Back to skill
Skillv1.0.2
ClawScan security
Openai · ClawHub's context-aware review of the artifact, metadata, and declared behavior.
Scanner verdict
BenignApr 2, 2026, 8:41 PM
- Verdict
- benign
- Confidence
- high
- Model
- gpt-5-mini
- Summary
- The skill is an instruction-only wrapper for the Membrane CLI to manage OpenAI resources; its requirements and instructions are generally coherent with that purpose.
- Guidance
- This skill is a set of instructions for using the Membrane CLI to access OpenAI resources; it does not include code or ask for API keys.
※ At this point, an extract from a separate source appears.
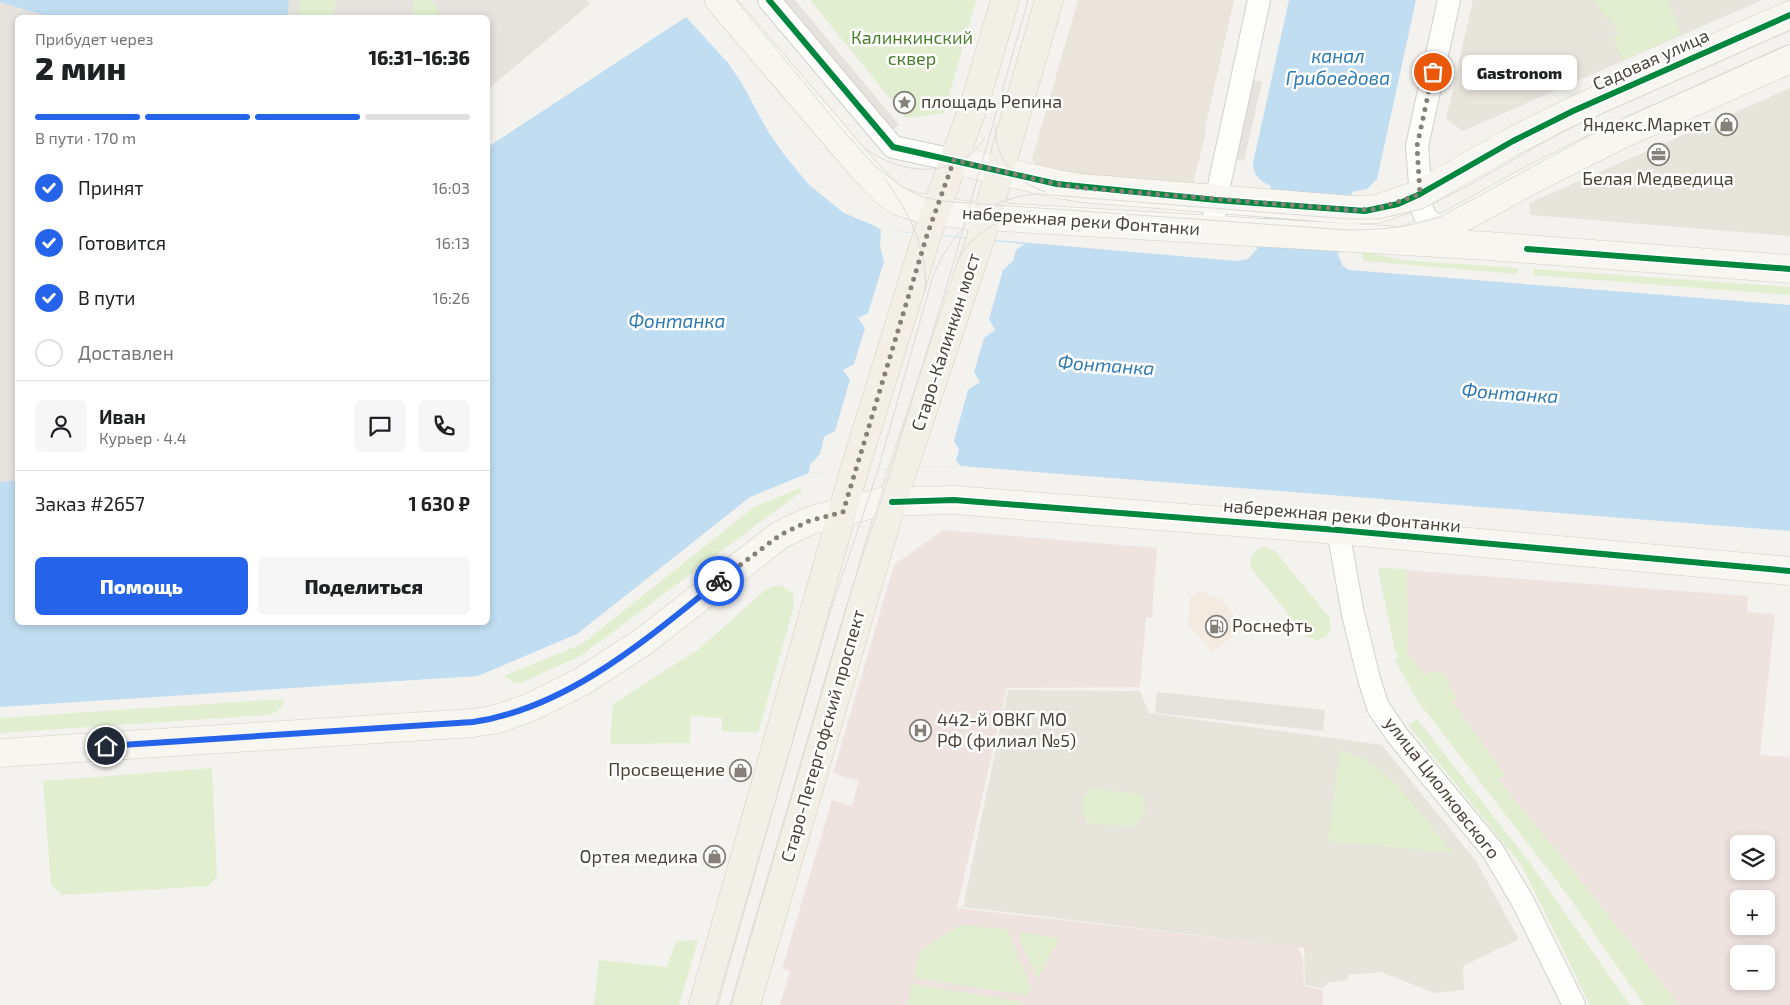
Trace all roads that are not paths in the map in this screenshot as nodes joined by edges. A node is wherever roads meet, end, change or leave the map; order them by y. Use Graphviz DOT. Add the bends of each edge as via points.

Before installing or using it: (1) verify you trust Membrane (the skill will direct authentication through Membrane, which will hold your OpenAI credentials and can proxy API requests); (2) ensure you have Node/npm available because the docs require a global npm install even though metadata doesn't declare it; (3) review the @membranehq/cli package source (GitHub/npm) if you want to audit what the CLI does during login and proxying; (4) be mindful that the 'membrane request' proxy can send arbitrary API calls on your behalf — only create connections to services you trust. If any of these are unacceptable, do not install or use the skill.
Review Dimensions
- Purpose & Capability
- noteThe name/description claim an OpenAI integration and the SKILL.md consistently instructs use of the Membrane CLI to manage OpenAI Assistants, Files, and proxy requests. Minor mismatch: the skill metadata declares no required binaries while the runtime docs tell the user to install a global npm package (@membranehq/cli), which implies Node/npm are required but are not listed in metadata.
- Instruction Scope
- okInstructions focus on using the Membrane CLI to create connections, list actions, run actions, and proxy requests to OpenAI. They do not instruct the agent to read unrelated files or environment variables, nor to transmit data to unexpected endpoints beyond the declared Membrane proxy flow.
- Install Mechanism
- noteThis is an instruction-only skill (no install spec). The SKILL.md asks the user to install @membranehq/cli via npm -g (npm registry). That is a user-driven install (no arbitrary download URLs), but the skill metadata does not declare the implied dependency on Node/npm.
- Credentials
- okNo environment variables or credentials are requested by the skill. The instructions explicitly advise letting Membrane handle credentials rather than asking the user for keys, which is proportionate to the stated purpose. Be aware that Membrane will hold the service credentials on the backend when you create a connection.
- Persistence & Privilege
- okSkill is not always-on and allows normal autonomous invocation. It does not request persistent system privileges or modify other skills' configs according to the provided metadata.